__SUPPLIED INFORMATION__:
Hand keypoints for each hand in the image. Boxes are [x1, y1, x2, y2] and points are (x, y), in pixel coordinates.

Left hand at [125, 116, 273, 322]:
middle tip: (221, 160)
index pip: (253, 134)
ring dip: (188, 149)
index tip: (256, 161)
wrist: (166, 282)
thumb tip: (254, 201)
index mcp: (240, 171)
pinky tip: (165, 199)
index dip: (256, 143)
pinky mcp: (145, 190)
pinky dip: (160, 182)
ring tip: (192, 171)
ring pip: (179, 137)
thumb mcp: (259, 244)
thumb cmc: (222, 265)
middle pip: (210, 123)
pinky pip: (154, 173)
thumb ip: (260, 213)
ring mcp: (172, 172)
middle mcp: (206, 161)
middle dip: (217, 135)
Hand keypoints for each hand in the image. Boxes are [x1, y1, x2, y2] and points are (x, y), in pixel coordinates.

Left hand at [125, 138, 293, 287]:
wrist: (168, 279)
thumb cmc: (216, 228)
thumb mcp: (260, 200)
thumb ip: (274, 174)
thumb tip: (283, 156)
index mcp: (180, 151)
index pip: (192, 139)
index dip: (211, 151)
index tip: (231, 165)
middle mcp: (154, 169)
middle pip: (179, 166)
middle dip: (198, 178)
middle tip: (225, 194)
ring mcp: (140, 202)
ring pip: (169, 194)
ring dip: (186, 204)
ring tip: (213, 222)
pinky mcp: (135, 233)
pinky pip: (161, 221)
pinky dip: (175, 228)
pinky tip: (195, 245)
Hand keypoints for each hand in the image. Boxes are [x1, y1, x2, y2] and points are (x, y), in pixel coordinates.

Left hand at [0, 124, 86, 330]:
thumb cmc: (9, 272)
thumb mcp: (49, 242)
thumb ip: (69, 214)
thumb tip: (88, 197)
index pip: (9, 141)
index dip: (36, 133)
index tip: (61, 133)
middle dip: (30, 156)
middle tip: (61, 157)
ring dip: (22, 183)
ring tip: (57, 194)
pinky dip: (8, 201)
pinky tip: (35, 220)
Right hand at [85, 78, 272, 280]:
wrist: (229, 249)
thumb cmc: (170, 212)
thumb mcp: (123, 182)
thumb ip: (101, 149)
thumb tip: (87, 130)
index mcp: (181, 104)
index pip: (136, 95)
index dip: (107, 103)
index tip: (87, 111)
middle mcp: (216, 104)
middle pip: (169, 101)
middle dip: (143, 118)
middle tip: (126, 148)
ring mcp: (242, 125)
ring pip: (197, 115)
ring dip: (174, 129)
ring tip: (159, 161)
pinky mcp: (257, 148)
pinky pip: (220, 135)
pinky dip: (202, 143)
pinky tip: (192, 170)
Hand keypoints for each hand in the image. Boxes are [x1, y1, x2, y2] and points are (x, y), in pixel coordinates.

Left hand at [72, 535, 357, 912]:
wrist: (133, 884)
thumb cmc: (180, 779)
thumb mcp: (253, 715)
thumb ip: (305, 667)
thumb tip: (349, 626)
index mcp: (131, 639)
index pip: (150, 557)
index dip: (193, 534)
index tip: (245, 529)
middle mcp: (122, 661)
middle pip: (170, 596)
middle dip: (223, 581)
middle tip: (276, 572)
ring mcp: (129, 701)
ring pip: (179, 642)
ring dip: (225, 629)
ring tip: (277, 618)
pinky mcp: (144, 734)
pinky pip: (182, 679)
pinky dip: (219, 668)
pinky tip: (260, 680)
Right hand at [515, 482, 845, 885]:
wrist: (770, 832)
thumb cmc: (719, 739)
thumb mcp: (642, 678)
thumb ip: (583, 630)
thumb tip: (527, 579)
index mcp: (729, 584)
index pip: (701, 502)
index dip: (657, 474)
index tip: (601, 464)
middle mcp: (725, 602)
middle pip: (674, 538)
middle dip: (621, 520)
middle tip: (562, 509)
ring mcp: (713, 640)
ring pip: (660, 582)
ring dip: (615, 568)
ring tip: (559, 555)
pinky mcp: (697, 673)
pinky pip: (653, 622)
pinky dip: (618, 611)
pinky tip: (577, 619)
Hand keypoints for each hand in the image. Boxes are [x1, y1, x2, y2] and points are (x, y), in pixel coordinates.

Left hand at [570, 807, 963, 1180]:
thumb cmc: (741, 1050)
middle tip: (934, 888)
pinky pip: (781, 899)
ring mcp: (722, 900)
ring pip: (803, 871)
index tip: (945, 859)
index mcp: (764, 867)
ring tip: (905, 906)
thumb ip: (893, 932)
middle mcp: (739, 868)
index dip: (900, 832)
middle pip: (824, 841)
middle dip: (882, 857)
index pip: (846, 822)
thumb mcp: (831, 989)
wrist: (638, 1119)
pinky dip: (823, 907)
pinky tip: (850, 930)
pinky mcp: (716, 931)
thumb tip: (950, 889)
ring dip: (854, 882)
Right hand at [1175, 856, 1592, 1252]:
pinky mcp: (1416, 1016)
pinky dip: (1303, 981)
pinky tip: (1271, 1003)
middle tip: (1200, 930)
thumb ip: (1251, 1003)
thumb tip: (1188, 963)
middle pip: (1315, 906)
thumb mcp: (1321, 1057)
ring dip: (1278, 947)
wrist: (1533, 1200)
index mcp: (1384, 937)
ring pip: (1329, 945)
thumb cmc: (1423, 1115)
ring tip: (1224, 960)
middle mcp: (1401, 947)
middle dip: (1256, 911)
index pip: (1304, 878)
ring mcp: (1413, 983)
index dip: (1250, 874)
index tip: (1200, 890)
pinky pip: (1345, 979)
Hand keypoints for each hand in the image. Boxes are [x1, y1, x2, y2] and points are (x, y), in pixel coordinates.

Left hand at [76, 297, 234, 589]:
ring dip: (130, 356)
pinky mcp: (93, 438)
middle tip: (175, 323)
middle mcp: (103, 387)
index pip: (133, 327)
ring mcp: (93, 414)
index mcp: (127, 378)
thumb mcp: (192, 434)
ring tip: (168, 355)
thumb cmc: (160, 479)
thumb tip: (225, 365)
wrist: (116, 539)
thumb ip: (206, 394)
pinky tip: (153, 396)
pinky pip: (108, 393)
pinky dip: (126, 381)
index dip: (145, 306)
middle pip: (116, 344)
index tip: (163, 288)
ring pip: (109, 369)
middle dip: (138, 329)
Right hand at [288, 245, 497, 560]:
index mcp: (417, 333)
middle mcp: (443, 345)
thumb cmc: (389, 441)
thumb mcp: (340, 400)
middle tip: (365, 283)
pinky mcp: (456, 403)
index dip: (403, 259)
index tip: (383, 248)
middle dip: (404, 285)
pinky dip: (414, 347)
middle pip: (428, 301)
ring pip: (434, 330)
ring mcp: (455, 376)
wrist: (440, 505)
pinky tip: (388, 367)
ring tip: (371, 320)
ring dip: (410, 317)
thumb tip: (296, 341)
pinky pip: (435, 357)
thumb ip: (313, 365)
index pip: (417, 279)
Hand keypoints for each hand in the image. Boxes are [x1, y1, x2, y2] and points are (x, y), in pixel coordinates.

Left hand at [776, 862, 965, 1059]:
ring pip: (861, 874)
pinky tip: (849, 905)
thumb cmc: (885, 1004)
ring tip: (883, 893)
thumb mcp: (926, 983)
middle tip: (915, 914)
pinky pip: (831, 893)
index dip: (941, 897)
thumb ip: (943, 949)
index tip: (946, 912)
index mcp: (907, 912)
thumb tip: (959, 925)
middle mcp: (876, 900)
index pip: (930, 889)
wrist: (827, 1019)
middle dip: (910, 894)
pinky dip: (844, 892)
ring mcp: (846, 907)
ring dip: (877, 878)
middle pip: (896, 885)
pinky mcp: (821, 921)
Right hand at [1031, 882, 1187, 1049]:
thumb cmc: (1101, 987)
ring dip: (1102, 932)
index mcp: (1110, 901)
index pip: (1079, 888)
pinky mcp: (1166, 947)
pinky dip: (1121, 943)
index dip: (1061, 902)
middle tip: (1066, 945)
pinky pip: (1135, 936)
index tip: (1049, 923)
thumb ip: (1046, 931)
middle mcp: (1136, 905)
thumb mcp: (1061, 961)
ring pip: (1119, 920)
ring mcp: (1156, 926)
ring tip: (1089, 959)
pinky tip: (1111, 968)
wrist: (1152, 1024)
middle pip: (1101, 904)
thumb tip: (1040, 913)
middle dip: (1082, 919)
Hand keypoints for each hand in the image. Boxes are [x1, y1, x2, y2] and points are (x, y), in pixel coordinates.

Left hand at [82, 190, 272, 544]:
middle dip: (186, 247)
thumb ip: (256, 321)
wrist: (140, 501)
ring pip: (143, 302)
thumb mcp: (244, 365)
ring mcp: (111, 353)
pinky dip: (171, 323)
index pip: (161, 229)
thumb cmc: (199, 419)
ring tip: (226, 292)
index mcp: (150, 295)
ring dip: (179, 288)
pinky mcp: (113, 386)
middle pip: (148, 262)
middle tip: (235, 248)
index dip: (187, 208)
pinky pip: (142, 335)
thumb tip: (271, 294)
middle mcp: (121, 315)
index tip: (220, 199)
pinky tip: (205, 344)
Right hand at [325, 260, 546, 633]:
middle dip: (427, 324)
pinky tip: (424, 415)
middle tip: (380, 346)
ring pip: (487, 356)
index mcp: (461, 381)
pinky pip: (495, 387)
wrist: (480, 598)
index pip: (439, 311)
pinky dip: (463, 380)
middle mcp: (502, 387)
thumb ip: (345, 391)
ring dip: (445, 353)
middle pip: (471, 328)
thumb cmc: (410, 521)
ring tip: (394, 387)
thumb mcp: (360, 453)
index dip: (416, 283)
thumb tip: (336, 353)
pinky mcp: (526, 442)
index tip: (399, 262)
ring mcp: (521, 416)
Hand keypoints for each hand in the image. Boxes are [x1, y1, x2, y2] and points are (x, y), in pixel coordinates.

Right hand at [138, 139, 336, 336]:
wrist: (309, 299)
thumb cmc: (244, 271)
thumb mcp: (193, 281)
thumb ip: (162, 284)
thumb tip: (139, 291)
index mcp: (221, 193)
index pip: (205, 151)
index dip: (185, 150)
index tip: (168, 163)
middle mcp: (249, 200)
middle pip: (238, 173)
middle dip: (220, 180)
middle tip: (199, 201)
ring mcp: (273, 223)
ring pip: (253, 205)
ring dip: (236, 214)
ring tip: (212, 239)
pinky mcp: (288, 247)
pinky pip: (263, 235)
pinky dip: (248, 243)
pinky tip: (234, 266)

__TASK BRIEF__: Using the entries above, repeat only the lines from the one containing "thumb tip: (87, 130)" through the one containing "ring dip: (1278, 947)", end lines included.

__SOLUTION TO THE EXERCISE__:
thumb tip: (87, 130)
index mcp: (181, 104)
index pip: (136, 95)
index dip: (107, 103)
index tip: (87, 111)
middle mcp: (216, 104)
middle pip: (169, 101)
middle dip: (143, 118)
middle tip: (126, 148)
ring mcp: (242, 125)
ring pip: (197, 115)
ring dip: (174, 129)
ring tip: (159, 161)
pinky mcp: (257, 148)
pinky pip: (220, 135)
pinky dip: (202, 143)
pinky tip: (192, 170)
Hand keypoints for each hand in the image. Boxes are [x1, y1, x2, y2] and points are (x, y), in pixel coordinates.

Left hand at [72, 535, 357, 912]:
wrist: (133, 884)
thumb cmc: (180, 779)
thumb mcp: (253, 715)
thumb ip: (305, 667)
thumb tip: (349, 626)
index mcp: (131, 639)
index pip: (150, 557)
index dip: (193, 534)
index tip: (245, 529)
middle mcp: (122, 661)
middle pip: (170, 596)
middle dip: (223, 581)
middle tip: (276, 572)
ring mcp: (129, 701)
ring pip: (179, 642)
ring dip: (225, 629)
ring tip: (277, 618)
pinky mcp: (144, 734)
pinky pip: (182, 679)
pinky dip: (219, 668)
pinky tip: (260, 680)
Right hand at [515, 482, 845, 885]:
wrist: (770, 832)
thumb cmc: (719, 739)
thumb mcp: (642, 678)
thumb ip: (583, 630)
thumb tip: (527, 579)
index mcp: (729, 584)
index pip: (701, 502)
index dip: (657, 474)
index tip: (601, 464)
middle mcp: (725, 602)
middle pip: (674, 538)
middle dip: (621, 520)
middle tip: (562, 509)
ring mcp: (713, 640)
ring pip: (660, 582)
ring dip: (615, 568)
ring tip: (559, 555)
pinky mcp: (697, 673)
pinky pip: (653, 622)
pinky dip: (618, 611)
pinky tip: (577, 619)
Hand keypoints for each hand in the image. Boxes are [x1, y1, x2, y2] and points are (x, y), in pixel coordinates.

Left hand at [570, 807, 963, 1180]:
thumb cmc: (741, 1050)
middle tip: (934, 888)
pinky pip: (781, 899)
ring mcp: (722, 900)
ring pip: (803, 871)
index tip: (945, 859)
index mcp: (764, 867)
ring tip: (905, 906)
thumb ip: (893, 932)
middle mcp: (739, 868)
index dip: (900, 832)
middle pip: (824, 841)
middle dip: (882, 857)
index pip: (846, 822)
thumb mcp: (831, 989)
wrist: (638, 1119)
pinky dip: (823, 907)
pinky tip: (850, 930)
pinky mcp: (716, 931)
thumb tip: (950, 889)
ring dip: (854, 882)
Right hand at [1175, 856, 1592, 1252]:
pinky mcp: (1416, 1016)
pinky dip: (1303, 981)
pinky tip: (1271, 1003)
middle tip: (1200, 930)
thumb ip: (1251, 1003)
thumb tip: (1188, 963)
middle pip: (1315, 906)
thumb mcp: (1321, 1057)
ring dip: (1278, 947)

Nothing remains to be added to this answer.